UNITED STATES DISTRICT COURT EASTERN DISTRICT OF MISSOURI EASTERN DIVISION
SUSAN C. LAURITSEN, ) ) Plaintiff, ) ) vs. ) Case No. 4:22 CV 1073 JMB ) STATE FARM MUTUAL AUTOMOBILE ) INSURANCE COMPANY, ) ) Defendant. )
MEMORANDUM AND ORDER This matter is before the Court on Defendant State Farm Mutual Automobile Insurance Company’s Motion for Summary Judgment (Doc. 13). For the reasons set forth below, the Motion is GRANTED. I. Background The only evidence presented by the parties is Plaintiff’s sworn statement (Doc. 14-2) and a police report (Doc. 14-1). The following facts are undisputed. After 10:30 p.m. on September 5, 2017, Plaintiff, Susan C. Lauritsen, was operating her Vespa scooter on Clayton Road1 in Forest Park near the entrance to a driveway leading down to the St. Louis Metropolitan Police Mounted Patrol Stables (Doc. 14-2, pp. 13, 15, 22). At the time, she was on her way to work as a St. Louis County park ranger (Id. 13, 22). As she was heading west on Clayton Avenue, and going about 30 miles per hour, she observed headlights in the driveway to her left, travelling at a “pretty high rate of speed” towards her (Doc. 14-2, p. 17). At the time, she was even with the driveway and could see that the headlights were about 15 feet away
1 The parties refer to the roadway as Clayton Road, but it is more likely to be Clayton Avenue, which is located inside Forest Park and which runs from the St. Louis Parks Department buildings, between the Highlands Golf course and the stables, and dead ends at Vandeventer Avenue, outside of the park boundaries. (Id. 19-20). The vehicle did not strike her. (Id. 21). While Plaintiff believed that the vehicle was “going awfully fast” towards her, she does not remember much after seeing the headlights. She does not know if the other vehicle actually entered Clayton Avenue or if she lost control of her Vespa or if she took any action to avoid a collision (Id. 21-22).2 She does not know if she applied her brakes or if she hit the curb (Id. 25). In sum, she testified that “[t]he only thing I remember is
seeing it, and being frightened, and the next thing I know, I’m in the hospital” (Id. 39). There are no additional witnesses to the accident. In a police report completed by Officer Paula A. Brant, the following information is recorded: At approximately 2255 hours, I was off duty and leaving the Mounted Patrol Stables located at 5120 Clayton Ave. I was traveling westbound in the 5400 block Clayton Ave., when I observed a person, later identified as, driver #1, Susan Lauritsen. She was sitting on the side walk, next to unit #1, a white Vespa.
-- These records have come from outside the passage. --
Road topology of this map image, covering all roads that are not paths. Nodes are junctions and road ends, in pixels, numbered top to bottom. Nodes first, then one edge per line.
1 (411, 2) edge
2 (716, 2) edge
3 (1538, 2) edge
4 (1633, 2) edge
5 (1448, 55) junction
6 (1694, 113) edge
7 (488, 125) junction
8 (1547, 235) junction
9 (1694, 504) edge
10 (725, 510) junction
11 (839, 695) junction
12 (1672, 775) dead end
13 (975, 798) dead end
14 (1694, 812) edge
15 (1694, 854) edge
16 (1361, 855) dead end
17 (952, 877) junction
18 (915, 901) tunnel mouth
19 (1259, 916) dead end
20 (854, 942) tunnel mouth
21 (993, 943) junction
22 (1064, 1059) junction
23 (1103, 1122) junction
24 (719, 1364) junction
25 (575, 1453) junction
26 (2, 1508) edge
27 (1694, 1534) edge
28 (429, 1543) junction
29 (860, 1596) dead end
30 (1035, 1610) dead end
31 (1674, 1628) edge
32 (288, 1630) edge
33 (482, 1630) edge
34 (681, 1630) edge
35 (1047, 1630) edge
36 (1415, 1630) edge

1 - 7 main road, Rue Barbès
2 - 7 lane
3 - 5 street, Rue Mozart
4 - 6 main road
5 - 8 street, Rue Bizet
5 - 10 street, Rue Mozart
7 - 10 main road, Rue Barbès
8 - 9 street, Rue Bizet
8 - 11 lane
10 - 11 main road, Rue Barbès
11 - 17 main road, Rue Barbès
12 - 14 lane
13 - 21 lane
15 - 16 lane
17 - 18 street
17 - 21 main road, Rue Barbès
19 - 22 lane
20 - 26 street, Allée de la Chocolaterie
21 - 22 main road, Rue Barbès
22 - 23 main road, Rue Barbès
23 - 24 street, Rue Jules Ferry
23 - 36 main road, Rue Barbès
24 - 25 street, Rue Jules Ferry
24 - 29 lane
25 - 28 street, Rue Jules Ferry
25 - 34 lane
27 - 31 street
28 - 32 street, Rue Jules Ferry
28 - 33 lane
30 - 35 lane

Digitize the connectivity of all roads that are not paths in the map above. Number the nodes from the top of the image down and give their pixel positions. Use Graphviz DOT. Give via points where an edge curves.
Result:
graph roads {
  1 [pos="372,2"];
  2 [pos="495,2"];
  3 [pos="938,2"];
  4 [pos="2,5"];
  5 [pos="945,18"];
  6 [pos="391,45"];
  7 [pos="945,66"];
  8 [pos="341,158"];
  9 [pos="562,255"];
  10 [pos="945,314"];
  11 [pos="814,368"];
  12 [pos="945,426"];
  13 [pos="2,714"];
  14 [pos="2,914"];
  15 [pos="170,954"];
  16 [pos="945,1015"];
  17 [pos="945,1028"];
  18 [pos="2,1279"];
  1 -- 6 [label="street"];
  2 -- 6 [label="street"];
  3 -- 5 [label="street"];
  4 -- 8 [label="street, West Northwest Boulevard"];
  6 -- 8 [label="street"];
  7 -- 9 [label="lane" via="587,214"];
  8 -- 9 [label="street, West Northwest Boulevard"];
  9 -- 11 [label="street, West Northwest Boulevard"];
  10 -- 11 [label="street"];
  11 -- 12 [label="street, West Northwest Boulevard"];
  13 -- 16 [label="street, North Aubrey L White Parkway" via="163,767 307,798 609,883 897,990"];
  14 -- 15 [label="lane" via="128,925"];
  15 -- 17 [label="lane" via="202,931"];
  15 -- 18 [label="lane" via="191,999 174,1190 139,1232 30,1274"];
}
It appeared that Lauritsen had been involved in an accident with the listed unit. She appeared to have injuries to her face, right arm and right leg.
***
Due to Lauritsen’s injures [sic], she was unable to recall what happened prior to the accident and was unable to provide me with a statement.
At the time of this incident, it appeared as a single unit accident. There was minor damage to the right side of the unit #1.
(Doc. 14-1, p. 5-6).
2 In response to Defendant’s statement of uncontroverted facts, Plaintiff states that “Plaintiff’s actions in operating her vehicle and reaction to avoid an imminent collision is why the vehicle leaving the driveway did not strike her vehicle” (Doc. 24, p. 3). The evidence cited, however, does not support the purported facts that Plaintiff operated her Vespa in a manner to avoid a collision. The evidence only supports the conclusion that Plaintiff does not remember whether she did anything or not in reaction to seeing the headlights. At the time of the incident, Plaintiff alleges that she purchased an insurance policy from Defendant that included uninsured motorist protection. No party has provided a copy of that insurance policy although it is referenced in the parties’ pleadings. Defendant admits that Plaintiff purchased a policy, that it included uninsured motorist protection, and that it was in full force and effect at the time of the accident (Doc. 9, ¶¶ 2-4). However, Defendant denies that Plaintiff is
entitled to anything pursuant to the policy. In her Complaint, which was filed in state court and removed to this Court on October 7, 2022, Count I alleges a negligence claim against the Jane Doe driver of the vehicle that approached Plaintiff; Count II alleges a breach of contract claim against Defendant; and Count III alleges a vexatious refusal to pay claim against Defendant (Doc. 1-4). Plaintiff dismissed her claim against Jane Doe on January 5, 2023 (Docs. 18, 19). Plaintiff’s prayer for punitive damages was stricken on November 30, 2022 (Doc. 12). II. Standard Summary judgment is appropriate where “there is no genuine dispute as to any material
fact and the movant is entitled to judgment as a matter of law.” Fed. R. Civ. P. 56(a). Under Rule 56, a party moving for summary judgment bears the burden of demonstrating that no genuine issue exists as to any material fact. See Celotex Corp. v. Catrett, 477 U.S. 317, 323 (1986). A dispute is genuine “if the evidence is such that a reasonable jury could return a verdict for the nonmoving party,” and a fact is material if it “might affect the outcome of the suit under the governing law.” Anderson v. Liberty Lobby, Inc., 477 U.S. 242, 248 (1986). Once the moving party discharges this burden, the non-moving party must set forth specific facts demonstrating that there is a dispute as to a genuine issue of material fact, not the “mere existence of some alleged factual dispute.” Anderson, 477 U.S. at 247. The non-moving party may not rest upon mere allegations or denials in the pleadings. Id. at 256. “Factual disputes that are irrelevant or unnecessary” will not preclude summary judgment. Id. at 248. The Court must construe all facts and evidence in the light most favorable to the non-movant, must refrain from making credibility determinations and weighing the evidence, and must draw all legitimate inferences in favor of the non-movant. Id. at 255.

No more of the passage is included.